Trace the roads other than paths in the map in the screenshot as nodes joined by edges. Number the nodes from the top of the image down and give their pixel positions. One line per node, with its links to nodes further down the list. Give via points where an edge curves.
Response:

---

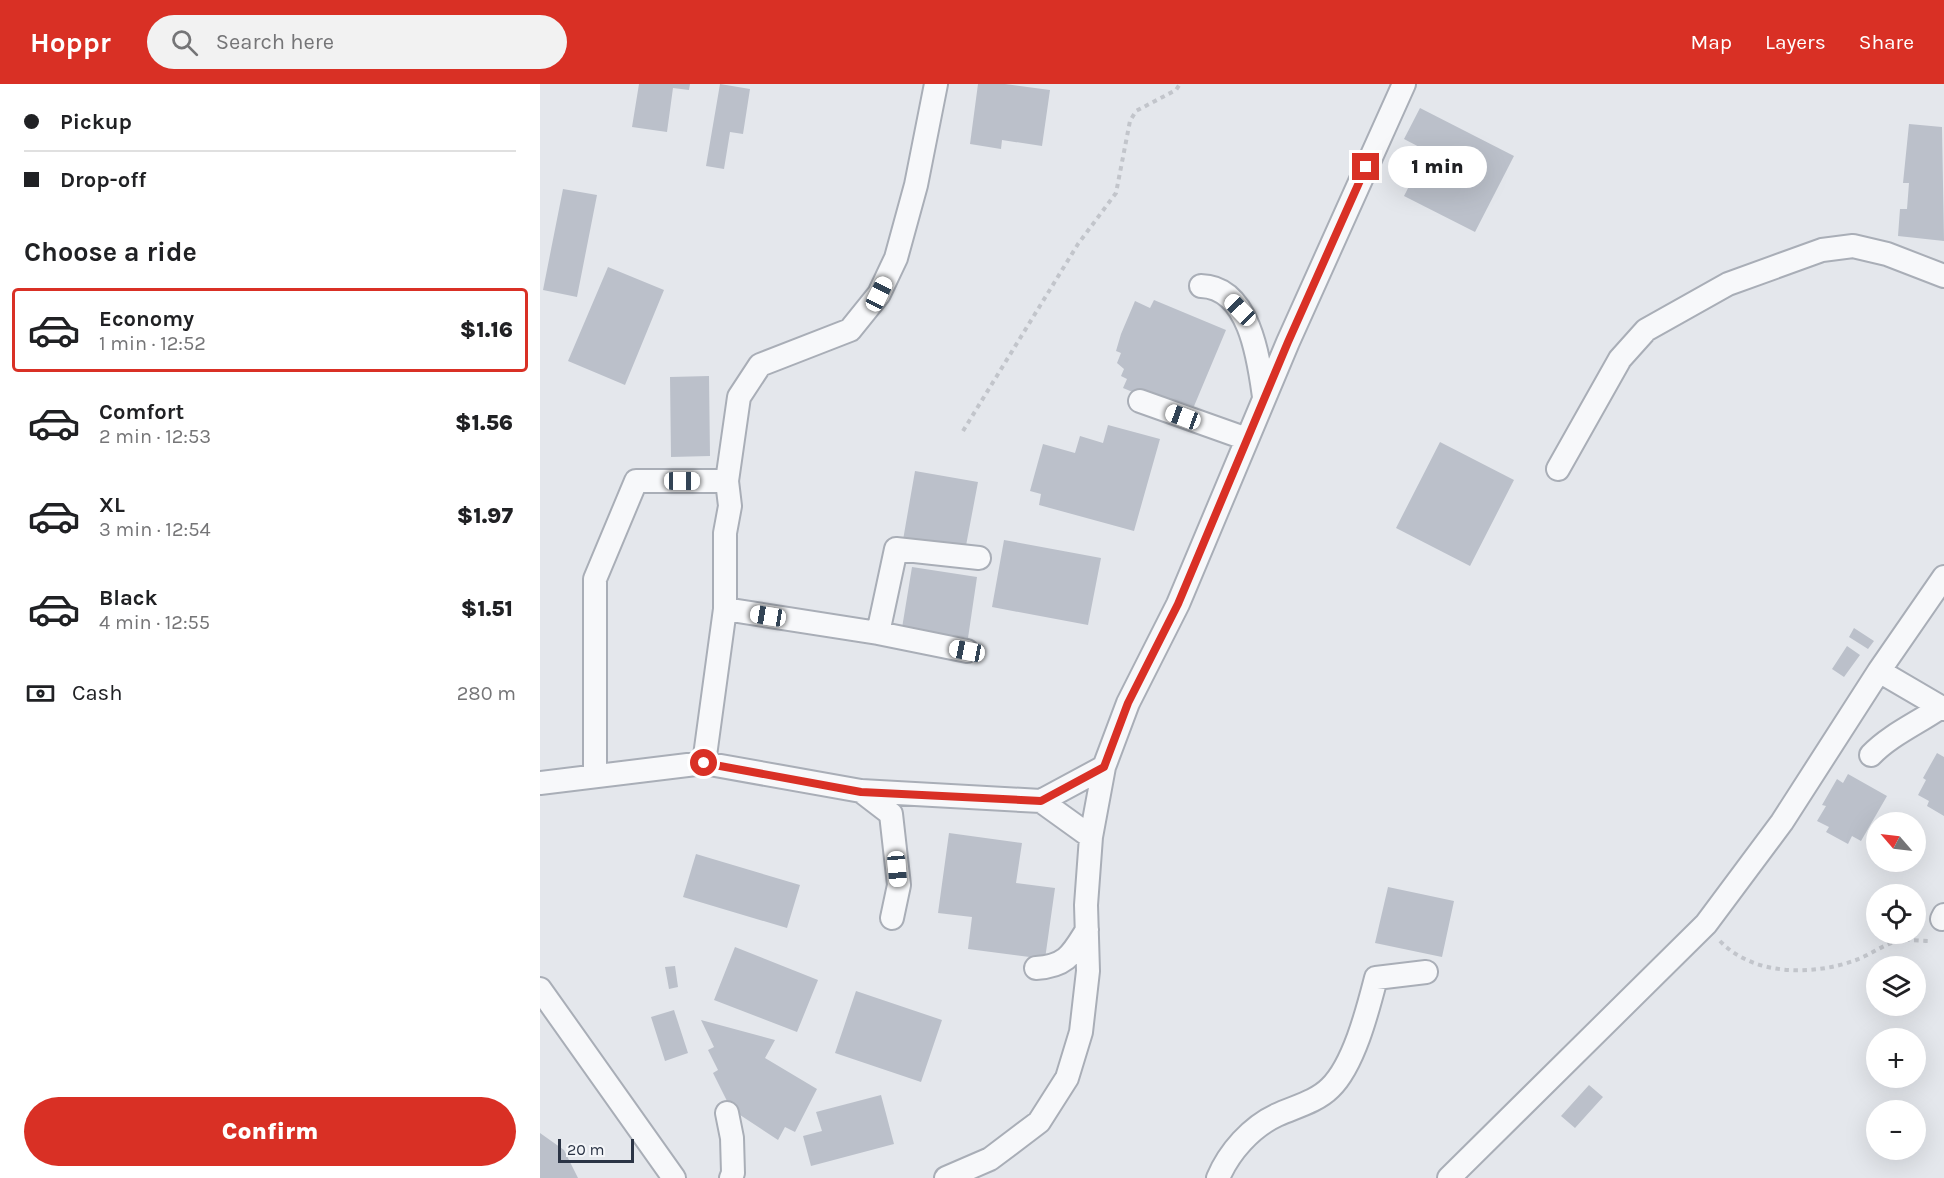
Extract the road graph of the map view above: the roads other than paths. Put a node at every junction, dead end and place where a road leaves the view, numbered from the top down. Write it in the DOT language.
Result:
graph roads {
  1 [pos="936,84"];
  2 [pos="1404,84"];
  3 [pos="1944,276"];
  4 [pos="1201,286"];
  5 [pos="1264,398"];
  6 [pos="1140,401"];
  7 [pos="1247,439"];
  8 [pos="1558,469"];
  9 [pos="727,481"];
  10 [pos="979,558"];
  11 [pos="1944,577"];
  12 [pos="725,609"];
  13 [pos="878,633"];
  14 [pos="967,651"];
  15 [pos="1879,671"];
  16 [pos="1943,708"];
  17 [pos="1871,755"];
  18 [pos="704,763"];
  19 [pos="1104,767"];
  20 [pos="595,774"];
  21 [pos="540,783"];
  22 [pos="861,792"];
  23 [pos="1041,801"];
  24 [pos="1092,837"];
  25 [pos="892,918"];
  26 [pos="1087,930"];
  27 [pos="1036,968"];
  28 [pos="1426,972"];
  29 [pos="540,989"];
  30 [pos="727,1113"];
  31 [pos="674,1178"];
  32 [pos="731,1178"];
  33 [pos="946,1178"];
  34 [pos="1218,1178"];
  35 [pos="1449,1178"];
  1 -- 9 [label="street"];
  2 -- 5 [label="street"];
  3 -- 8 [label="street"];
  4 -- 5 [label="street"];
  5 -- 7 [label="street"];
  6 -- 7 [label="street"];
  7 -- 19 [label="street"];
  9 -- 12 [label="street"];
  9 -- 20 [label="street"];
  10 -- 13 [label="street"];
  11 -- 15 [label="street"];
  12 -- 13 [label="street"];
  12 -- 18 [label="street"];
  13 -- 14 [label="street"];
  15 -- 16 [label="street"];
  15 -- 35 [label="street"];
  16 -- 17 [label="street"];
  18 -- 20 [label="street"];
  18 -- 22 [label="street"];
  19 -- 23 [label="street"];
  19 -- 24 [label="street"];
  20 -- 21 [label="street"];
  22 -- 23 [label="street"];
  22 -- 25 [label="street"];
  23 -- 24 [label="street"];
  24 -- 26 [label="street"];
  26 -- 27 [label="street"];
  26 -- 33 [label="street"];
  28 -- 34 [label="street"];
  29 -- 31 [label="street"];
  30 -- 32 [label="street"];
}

:: ACTIVITY ::
Your reply should hold every line from the data that contains "where", copied in full.

:: TASK RESULT ::
Trace the roads other than paths in the map in the screenshot as nodes joined by edges. Number the nodes from the top of the image down and give their pixel positions. One line per node, with its links to nodes further down the list. Give via points where an edge curves.
Extract the road graph of the map view above: the roads other than paths. Put a node at every junction, dead end and place where a road leaves the view, numbered from the top down. Write it in the DOT language.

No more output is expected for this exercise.